893.13. A judicial love story. Or -"Possession means less than you think it does."
In a lengthy, Shakespeare and Twain riddled opinion, Judge Milt Hirsch declared to the delight of defense attorneys everywhere that Florida’s drug possession statute- 893.13 was unconstitutional under the Due Process clause of the 14th amendment (this will become important shortly) because the statute does not make knowledge of the illicit nature an element of the offense. Lack of knowledge in the Sunshine State is relegated by the statute to the ash heap of affirmative defenses, like venue or entrapment.
The prosecution argued that this issue had been settled in Taylor v. State, 929 So.2d 665 (Fla. 3rd DCA 2006) rev. den. by the Florida Supreme Court 952 So.2d 1191 (Fla. 2007) (“tough cookies. Cert. Denied.” Id. ).
“But would not due process by any other name smell as sweet?” inquired Judge Hirsch, citing to Shelton v. DOC, 802 F. Supp. 2d. 1289 (M.D. Fla. 2011), which found that the statute violated federal due process guarantees.
So off to the Third DCA went the case with several dozen other defendants piling on. Judge Rothenberg drew the assignment to write the opinion:
"The record, however, reflects that the trial judge’s assumption was incorrect, and counsel for the defendants concedes on appeal that the only federal court whose decisions bind state courts is the United States Supreme Court. See State v. Dwyer, 332 So. 2d 333, 335 (Fla. 1976) (“A decision of a Federal District Court, while persuasive if well reasoned, is not by any means binding on the courts of the state.)”
When you’re a trial judge with an order on appeal, it helps to have talented and aggressive counsel fighting for your decision. Pity Judge Hirsch. Under a subheading “Trial court’s failure to follow the law” Judge Rothenberg leads with this gem: “Counsel for the defendants candidly concedes on appeal that the trial court’s presumptions, analysis, and conclusions were completely erroneous, but he agrees with the result.” Ouch.
And: “The result, however, was a dismissal of the charges based on the defendants’ facial constitutional challenge despite binding precedent from this Court and other district courts of appeal.
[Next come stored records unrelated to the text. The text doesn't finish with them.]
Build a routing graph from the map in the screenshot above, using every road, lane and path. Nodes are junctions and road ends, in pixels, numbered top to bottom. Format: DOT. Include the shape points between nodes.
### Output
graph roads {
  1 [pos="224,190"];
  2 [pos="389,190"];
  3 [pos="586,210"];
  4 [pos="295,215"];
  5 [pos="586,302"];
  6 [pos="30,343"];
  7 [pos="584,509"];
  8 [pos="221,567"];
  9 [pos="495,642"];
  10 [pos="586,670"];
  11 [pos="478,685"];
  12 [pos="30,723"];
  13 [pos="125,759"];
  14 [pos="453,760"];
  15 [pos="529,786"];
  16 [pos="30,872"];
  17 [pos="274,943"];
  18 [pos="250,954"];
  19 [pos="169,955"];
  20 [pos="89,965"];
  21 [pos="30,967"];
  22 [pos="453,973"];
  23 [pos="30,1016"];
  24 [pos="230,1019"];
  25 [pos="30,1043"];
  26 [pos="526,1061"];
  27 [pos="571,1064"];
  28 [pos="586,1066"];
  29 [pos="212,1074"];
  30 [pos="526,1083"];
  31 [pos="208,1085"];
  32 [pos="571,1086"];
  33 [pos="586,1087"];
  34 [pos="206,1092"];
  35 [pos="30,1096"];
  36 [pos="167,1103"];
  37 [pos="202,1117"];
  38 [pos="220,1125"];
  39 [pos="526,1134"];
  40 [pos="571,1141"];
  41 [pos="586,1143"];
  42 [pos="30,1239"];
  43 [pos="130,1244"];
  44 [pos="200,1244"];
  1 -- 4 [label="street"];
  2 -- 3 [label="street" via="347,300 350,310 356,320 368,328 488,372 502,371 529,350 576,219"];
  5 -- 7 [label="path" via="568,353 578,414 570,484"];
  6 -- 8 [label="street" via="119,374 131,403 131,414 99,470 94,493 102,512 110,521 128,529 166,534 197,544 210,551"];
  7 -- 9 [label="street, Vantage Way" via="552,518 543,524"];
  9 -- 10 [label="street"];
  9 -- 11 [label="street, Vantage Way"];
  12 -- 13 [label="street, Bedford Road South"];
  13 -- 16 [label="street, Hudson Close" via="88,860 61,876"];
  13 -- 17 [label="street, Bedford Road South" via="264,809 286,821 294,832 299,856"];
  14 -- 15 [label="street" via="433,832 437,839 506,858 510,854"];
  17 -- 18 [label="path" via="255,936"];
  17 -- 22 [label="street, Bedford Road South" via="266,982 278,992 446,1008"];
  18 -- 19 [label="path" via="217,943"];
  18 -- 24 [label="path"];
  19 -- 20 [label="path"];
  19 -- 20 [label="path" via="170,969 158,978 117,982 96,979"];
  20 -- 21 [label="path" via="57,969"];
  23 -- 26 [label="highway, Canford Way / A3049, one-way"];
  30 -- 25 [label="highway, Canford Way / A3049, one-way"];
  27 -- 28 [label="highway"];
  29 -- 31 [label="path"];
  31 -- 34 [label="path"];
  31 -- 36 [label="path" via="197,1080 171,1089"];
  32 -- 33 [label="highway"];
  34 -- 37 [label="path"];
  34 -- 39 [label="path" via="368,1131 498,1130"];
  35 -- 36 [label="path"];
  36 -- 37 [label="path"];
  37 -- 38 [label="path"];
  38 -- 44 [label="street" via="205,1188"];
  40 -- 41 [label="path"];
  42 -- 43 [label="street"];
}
That result can never be 'the correct result.' The correct result would have been to deny the motions to dismiss on the authority of Taylor. The trial court was then free to express its disagreement with Taylor and to request reconsideration of the holding in Taylor en banc. While a lower court is free to disagree and to express its disagreement with an appellate court ruling, it is duty-bound to follow it.” Double ouch.
But Judge Rothenberg was not done. She has a black belt. She went to Israel to help during the Gulf War. Saddam's Scuds didn't scare her so she sure ain’t a scared of no federal judge, as this subheading to her opinion demonstrates: “The trial court relied on a flawed federal trial court order."
Remember, up to this point Judge R has already got the Appellees to admit that the trial court erred in following a non-supreme court federal decision. But that wasn’t enough for her. She wanted to drive a stake through the vampire heart of her federal court colleague’s decision. No rising from the dead for Shelton, to wander the courts of Florida, randomly obtaining dismissals of drug possession cases.
Shelton said 893.13 created a strict liability crime. Judge Rothenberg said “nyet!”: “Section 893.13 does not create strict liability crimes because, although scienter, or “mens rea,” is not an element of these offenses, the statute provides that the defendant’s lack of knowledge may be raised as an affirmative defense.”
There’s more to the analysis of the (flawed?) federal due process analysis, and we have the opinion below for you to peruse. But the opinion’s conclusion makes it crystal clear- without resort to quotes from Twain, Shakespeare, Paradise Lost, or Harold and Kumar go to White Castle- what the trial court should have done:
“The trial court was therefore duty-bound to follow binding precedent, not ignore it.